PwC profiteering scandal exposes outsourcing obsession

The scandal over PwC’s attempt to profit from confidential government information has shone a light on the scale of government outsourcing.

Nine PwC partners have been stood down pending an internal investigation.

The accountancy/consultancy firm faces an effective ban from new contracts with federal and state governments and their agencies.

Senate hearings have revealed the federal government’s reliance on the firm. The Guardian estimates that PwC had more than $500 million in total contracts with the federal government last year.

The Reserve Bank has said it will not sign any new contracts with PwC “until it can demonstrate complete transparency”. But it will allow PwC to continue to audit it, under an existing contract.

The Defence Department revealed that it has more than $223 million of contracts with PwC.

The Home Affairs department has six active contracts worth $8.13 million. Secretary Mike Pezzullo told the Senate Committee that he had “lost confidence in PwC” but would give the company “a chance to prove itself under its new leadership”.

The Treasury Department has now referred PwC to the Federal Police (AFP) for criminal investigation, but only after 144 pages of incriminating PwC emails were tabled at a senate inquiry.

It turns out the AFP uses PwC for most of its auditing too, with $20 million worth of contracts since 2021. AFP Commissioner Reece Kershaw said he saw no perceived “conflict of interest” in this, despite his old friend, former NSW Police Commissioner Mick Fuller, being a PwC partner.

Outsourcing

The public sector is now totally reliant on private consulting firms after 40 years of neoliberalism.

This has seen deliberate cutbacks of government services for workers and the poor to line the pockets of the rich. Private consultants like PwC and the other big three accounting firms—Deloitte, EY, KPMG— have profited handsomely.

All manner of service providers, from job placement firms, private law firms to the managers of offshore detention centres, have been gorging at the public trough for years.

Total government spending—whether under Labor or Liberal governments—has risen slightly relative to the size of the economy over the past 20 years.

In 1999-2000, under John Howard’s Liberal government, federal expenditure was 23.2 per cent of GDP and, pre-COVID, in 2018-2019 expenditure was 24.9 per cent. The Liberals have never lived up to their rhetoric about “reining in government spending”.

However, government jobs and services have declined, with annual “efficiency dividend” cuts imposed on each and every department. So where is all the government money going?

In 2021-22, Scott Morrison’s Liberal government spent a total of $20.8 billion on consultants and service providers, the equivalent of 40 per cent of the cost of the 144,000 employees of the Australian Public Service.

As UNSW Associate Professor in Law, Scott Donald said, outsourcing has meant “parts of the public service have clearly been hollowed out”.

This has meant the loss of both practical experience and technical knowledge.
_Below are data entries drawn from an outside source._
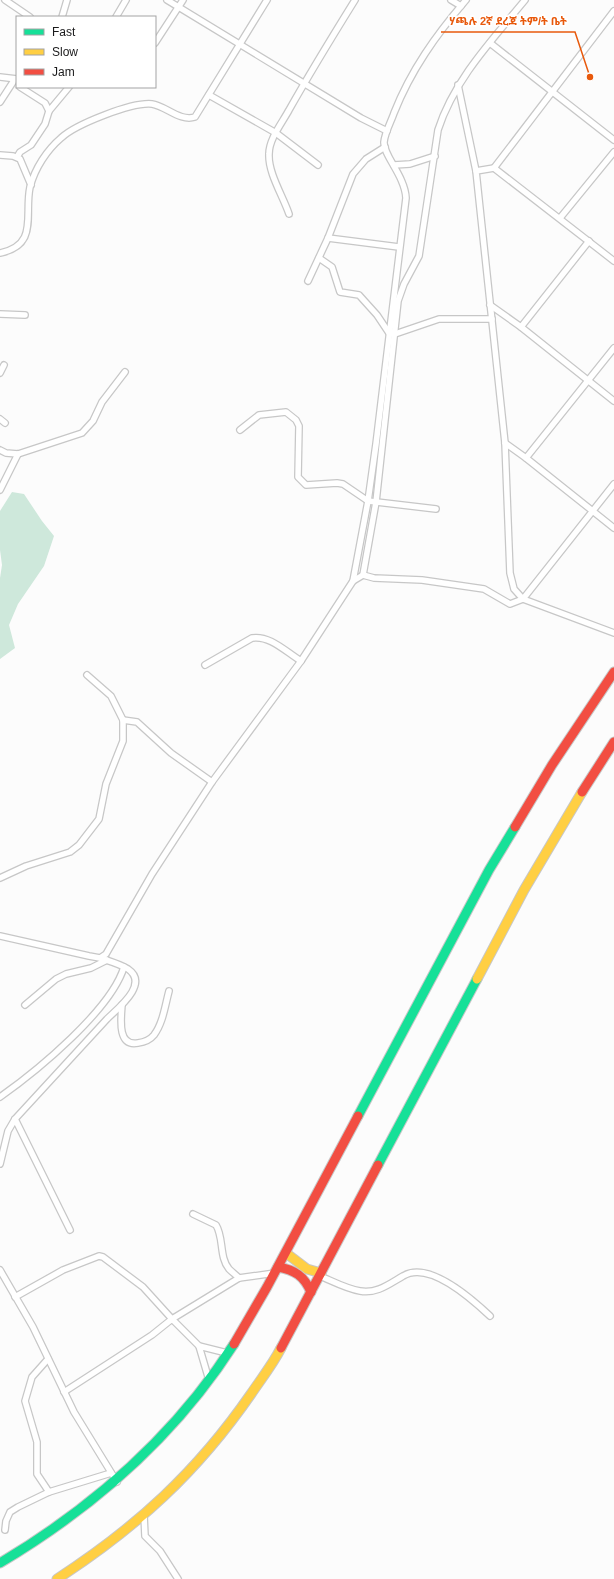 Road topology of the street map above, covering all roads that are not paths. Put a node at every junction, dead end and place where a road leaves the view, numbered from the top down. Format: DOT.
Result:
graph roads {
  1 [pos="5,0"];
  2 [pos="67,0"];
  3 [pos="126,0"];
  4 [pos="167,0"];
  5 [pos="183,0"];
  6 [pos="267,0"];
  7 [pos="354,0"];
  8 [pos="451,0"];
  9 [pos="466,0"];
  10 [pos="525,0"];
  11 [pos="461,6"];
  12 [pos="179,7"];
  13 [pos="614,11"];
  14 [pos="29,16"];
  15 [pos="62,16"];
  16 [pos="117,16"];
  17 [pos="156,42"];
  18 [pos="490,43"];
  19 [pos="239,45"];
  20 [pos="0,77"];
  21 [pos="14,81"];
  22 [pos="304,84"];
  23 [pos="458,85"];
  24 [pos="22,88"];
  25 [pos="68,88"];
  26 [pos="552,92"];
  27 [pos="209,95"];
  28 [pos="0,102"];
  29 [pos="49,111"];
  30 [pos="387,131"];
  31 [pos="276,133"];
  32 [pos="614,140"];
  33 [pos="385,147"];
  34 [pos="614,152"];
  35 [pos="0,156"];
  36 [pos="434,156"];
  37 [pos="17,157"];
  38 [pos="318,164"];
  39 [pos="394,165"];
  40 [pos="494,168"];
  41 [pos="476,171"];
  42 [pos="31,185"];
  43 [pos="289,214"];
  44 [pos="560,218"];
  45 [pos="328,238"];
  46 [pos="589,241"];
  47 [pos="399,247"];
  48 [pos="0,253"];
  49 [pos="319,258"];
  50 [pos="614,261"];
  51 [pos="308,280"];
  52 [pos="490,305"];
  53 [pos="0,314"];
  54 [pos="25,315"];
  55 [pos="492,319"];
  56 [pos="521,327"];
  57 [pos="392,334"];
  58 [pos="614,348"];
  59 [pos="4,365"];
  60 [pos="125,372"];
  61 [pos="0,373"];
  62 [pos="588,380"];
  63 [pos="614,401"];
  64 [pos="0,419"];
  65 [pos="5,423"];
  66 [pos="240,430"];
  67 [pos="505,442"];
  68 [pos="0,450"];
  69 [pos="18,454"];
  70 [pos="526,458"];
  71 [pos="614,484"];
  72 [pos="0,490"];
  73 [pos="368,501"];
  74 [pos="376,502"];
  75 [pos="436,509"];
  76 [pos="593,511"];
  77 [pos="614,528"];
  78 [pos="363,575"];
  79 [pos="353,581"];
  80 [pos="523,599"];
  81 [pos="614,633"];
  82 [pos="301,661"];
  83 [pos="205,665"];
  84 [pos="614,672"];
  85 [pos="87,675"];
  86 [pos="124,720"];
  87 [pos="614,742"];
  88 [pos="212,782"];
  89 [pos="0,878"];
  90 [pos="0,936"];
  91 [pos="100,958"];
  92 [pos="107,960"];
  93 [pos="124,967"];
  94 [pos="169,991"];
  95 [pos="25,1005"];
  96 [pos="122,1005"];
  97 [pos="0,1097"];
  98 [pos="15,1119"];
  99 [pos="0,1164"];
  100 [pos="193,1214"];
  101 [pos="70,1230"];
  102 [pos="286,1253"];
  103 [pos="0,1270"];
  104 [pos="277,1270"];
  105 [pos="320,1274"];
  106 [pos="239,1278"];
  107 [pos="311,1292"];
  108 [pos="15,1297"];
  109 [pos="490,1316"];
  110 [pos="172,1319"];
  111 [pos="199,1346"];
  112 [pos="227,1354"];
  113 [pos="48,1359"];
  114 [pos="209,1380"];
  115 [pos="64,1392"];
  116 [pos="111,1473"];
  117 [pos="117,1482"];
  118 [pos="49,1492"];
  119 [pos="144,1514"];
  120 [pos="5,1530"];
  121 [pos="0,1563"];
  122 [pos="57,1579"];
  123 [pos="178,1579"];
  1 -- 14 [label="street"];
  2 -- 15 [label="street"];
  3 -- 16 [label="street"];
  4 -- 12 [label="street"];
  5 -- 12 [label="street"];
  6 -- 19 [label="street"];
  7 -- 22 [label="street"];
  8 -- 11 [label="street"];
  9 -- 11 [label="street"];
  10 -- 18 [label="street"];
  11 -- 30 [label="street"];
  12 -- 17 [label="street"];
  12 -- 19 [label="street"];
  13 -- 26 [label="street"];
  18 -- 23 [label="street"];
  18 -- 26 [label="street"];
  19 -- 22 [label="street"];
  19 -- 27 [label="street"];
  20 -- 21 [label="street"];
  21 -- 28 [label="street"];
  22 -- 30 [label="street"];
  22 -- 31 [label="street"];
  23 -- 36 [label="street"];
  23 -- 41 [label="street"];
  24 -- 29 [label="street"];
  25 -- 29 [label="street"];
  26 -- 32 [label="street"];
  26 -- 40 [label="street"];
  27 -- 31 [label="street"];
  27 -- 42 [label="street"];
  29 -- 37 [label="street"];
  30 -- 33 [label="street"];
  31 -- 38 [label="street"];
  31 -- 43 [label="street"];
  33 -- 39 [label="street"];
  33 -- 45 [label="street"];
  34 -- 44 [label="street"];
  35 -- 37 [label="street"];
  36 -- 39 [label="street"];
  36 -- 57 [label="street"];
  37 -- 42 [label="street"];
  39 -- 47 [label="street"];
  40 -- 41 [label="street"];
  40 -- 44 [label="street"];
  41 -- 52 [label="street"];
  42 -- 48 [label="street"];
  44 -- 46 [label="street"];
  45 -- 47 [label="street"];
  45 -- 49 [label="street"];
  46 -- 50 [label="street"];
  46 -- 56 [label="street"];
  47 -- 57 [label="street"];
  49 -- 51 [label="street"];
  49 -- 57 [label="street"];
  52 -- 55 [label="street"];
  52 -- 56 [label="street"];
  53 -- 54 [label="street"];
  55 -- 57 [label="street"];
  55 -- 67 [label="street"];
  56 -- 62 [label="street"];
  57 -- 73 [label="street"];
  57 -- 74 [label="street"];
  58 -- 62 [label="street"];
  59 -- 61 [label="street"];
  60 -- 69 [label="street"];
  62 -- 63 [label="street"];
  62 -- 70 [label="street"];
  64 -- 65 [label="street"];
  66 -- 73 [label="street"];
  67 -- 70 [label="street"];
  67 -- 80 [label="street"];
  68 -- 69 [label="street"];
  69 -- 72 [label="street"];
  70 -- 76 [label="street"];
  71 -- 76 [label="street"];
  73 -- 74 [label="street"];
  73 -- 79 [label="street"];
  74 -- 75 [label="street"];
  74 -- 78 [label="street"];
  76 -- 77 [label="street"];
  76 -- 80 [label="street"];
  78 -- 79 [label="street"];
  78 -- 80 [label="street"];
  79 -- 82 [label="street"];
  80 -- 81 [label="street"];
  82 -- 83 [label="street"];
  82 -- 88 [label="street"];
  84 -- 102 [label="highway"];
  85 -- 86 [label="street"];
  86 -- 88 [label="street"];
  86 -- 89 [label="street"];
  87 -- 105 [label="highway"];
  88 -- 91 [label="street"];
  90 -- 91 [label="street"];
  91 -- 92 [label="street"];
  92 -- 93 [label="street"];
  92 -- 95 [label="street"];
  93 -- 96 [label="street"];
  93 -- 97 [label="street"];
  94 -- 96 [label="street"];
  96 -- 98 [label="street"];
  98 -- 99 [label="street"];
  98 -- 101 [label="street"];
  100 -- 106 [label="street"];
  102 -- 104 [label="highway"];
  102 -- 105 [label="highway"];
  103 -- 108 [label="street"];
  104 -- 106 [label="street"];
  104 -- 107 [label="highway"];
  104 -- 112 [label="highway"];
  105 -- 107 [label="highway"];
  105 -- 109 [label="street"];
  106 -- 110 [label="street"];
  107 -- 119 [label="highway"];
  108 -- 110 [label="street"];
  108 -- 113 [label="street"];
  110 -- 111 [label="street"];
  110 -- 115 [label="street"];
  111 -- 112 [label="street"];
  111 -- 114 [label="street"];
  112 -- 114 [label="highway"];
  113 -- 115 [label="street"];
  113 -- 118 [label="street"];
  114 -- 117 [label="highway"];
  115 -- 116 [label="street"];
  116 -- 117 [label="street"];
  116 -- 118 [label="street"];
  117 -- 121 [label="highway"];
  118 -- 120 [label="street"];
  119 -- 122 [label="highway"];
  119 -- 123 [label="street"];
}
Outsourcing was meant to be cheaper than doing the work in-house. But as the PwC scandal shows, private companies put their own interests above those of governments or the public. There is an inbuilt conflict of interest—with consulting firms’ desire for more contracts and greater profits coming ahead of anything else.

Sometimes the public service doesn’t have the knowledge to evaluate the quality of the services contractors provide.

But often, consultants like PwC are deliberately hired to savage the workforce, offering management “strategies” to restructure, cut costs, and substitute marketing as an empty alternative to real services.

Criminal charges

The Australian Tax Office (ATO) became suspicious as long ago as 2016 that tax changes by well-known tax avoiders were due to insider information.

In 2018 the ATO and AFP decided there was not enough evidence for criminal charges against PwC.

Treasury officials told a senate inquiry they were first told of the possible breach of confidentiality in September 2018.

Treasury then quietly passed on information to the little-known Tax Practitioners Board.

It followed up and took the unusual step of banning a tax agent, Peter Collins, who was the key PwC partner with confidential information on planned tax avoidance changes, publishing the ban in December 2022.

PwC, from the start, tried to blame a lone partner. But dozens of staff received the inside information.

Greens Senator Barbara Pocock wants the more than 70 partners who were sent the original group email about the tax dodge PwC was going to sell companies to be named.

PwC is on the outer, with its business in tatters. But Labor is showing no desire to wind back the wider outsourcing and dismantling of the public sector.